Did they commission the poster art before they made the movie? If I had to engage in totally unfounded speculation, I’d guess they had the artist create the posters for both films at the same time, and then totally rewrote the second movie before filming it. I’ll bet you a shiny nickel that the film was conceived with both kids as the leads and then they wrote Mace out. Guys, Mace was not the problem with the first Ewok movie.
So, this is not a bad film. It’s not a great film. It’s not even a very good film. But it’s better than The Ewok Adventure, and it’s at least as not-bad as any number of kids’ movies I’ve seen over the years. But I keep harping on the whole “Cindel is FIVE, why is Noa, an adult, being such an asshole” thing because it’s such lazy fucking writing.

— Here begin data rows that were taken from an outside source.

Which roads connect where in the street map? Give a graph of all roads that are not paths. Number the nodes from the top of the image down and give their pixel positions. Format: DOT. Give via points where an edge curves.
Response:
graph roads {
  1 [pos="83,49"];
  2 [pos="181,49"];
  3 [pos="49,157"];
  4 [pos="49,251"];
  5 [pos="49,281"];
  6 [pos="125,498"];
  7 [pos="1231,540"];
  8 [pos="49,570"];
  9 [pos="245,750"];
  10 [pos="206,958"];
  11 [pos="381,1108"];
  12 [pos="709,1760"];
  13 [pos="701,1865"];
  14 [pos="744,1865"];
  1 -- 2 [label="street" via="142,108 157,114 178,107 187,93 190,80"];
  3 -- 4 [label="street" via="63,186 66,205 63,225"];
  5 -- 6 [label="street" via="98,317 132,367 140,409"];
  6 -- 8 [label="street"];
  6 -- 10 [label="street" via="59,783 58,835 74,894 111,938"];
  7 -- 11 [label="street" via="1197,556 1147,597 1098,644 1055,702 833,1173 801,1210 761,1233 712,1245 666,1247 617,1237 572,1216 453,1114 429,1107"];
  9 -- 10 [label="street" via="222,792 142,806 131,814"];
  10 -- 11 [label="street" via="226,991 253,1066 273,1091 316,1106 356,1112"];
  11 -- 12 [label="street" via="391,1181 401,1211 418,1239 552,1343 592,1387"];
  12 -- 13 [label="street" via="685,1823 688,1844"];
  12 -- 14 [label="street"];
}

Movies for children can lean on tropes in a way films for adults shouldn’t, because kids respond to storytelling in different ways than adults do. But that doesn’t mean that kids’ films can be permitted to get away with lazy writing or storytelling simply because their target audience is young. The folks making the movies can – and annoyingly seem to - hold themselves to lower standards because, they think, the kids won’t care or know the difference. But youth is not a synonym for stupidity. Basic, decent storytelling matters, no matter how young the audience is. This is not a great movie by any means, and it has loads of issues, but the basic story works. It makes sense. Plot elements are introduced early on and then brought back at important points. Characters develop. Motivations are clear. Like, this shit is storytelling 101. That’s all good!
But Noa is established as a human adult on an alien planet who has no issue being unfriendly to a five-year-old child. This is not a populous and friendly planet; this is an isolated moon without civilisation as Noa might recognise it, populated by bear-people, at least one giant monster and his giant monster dog, and a castle full of ogres and fish-dinos. There are tree-eels and dragons and very unfriendly bodies of water. Has Noa even seen another human since his buddy wandered off, long ago enough that all that’s left of him is a skeleton?! Does he not have questions about WTAF a five-year-old child is doing wandering around?
Come the fuck on, Bridget. DO BETTER.
Monsters: pirhana-dinos! Ogre-monsters! Teek! A dragon!
Mullets: Corvidia has some proper Jareth-hair going on. Cindel’s hairstyle still defies the imagination.
Representation: There are two (living) female characters in this movie, one of whom is a child and the other of whom is a villain. It’s very white; any POC actors are buried under costumes and prosthetics. The marauders are, problematically, given brownish skin-tones. Not great, Bob.
Star Wars Fun Fact: Corvidia is supposed to be a “Nightsister” which is some sort of Sith thing that got retconned in like two decades later.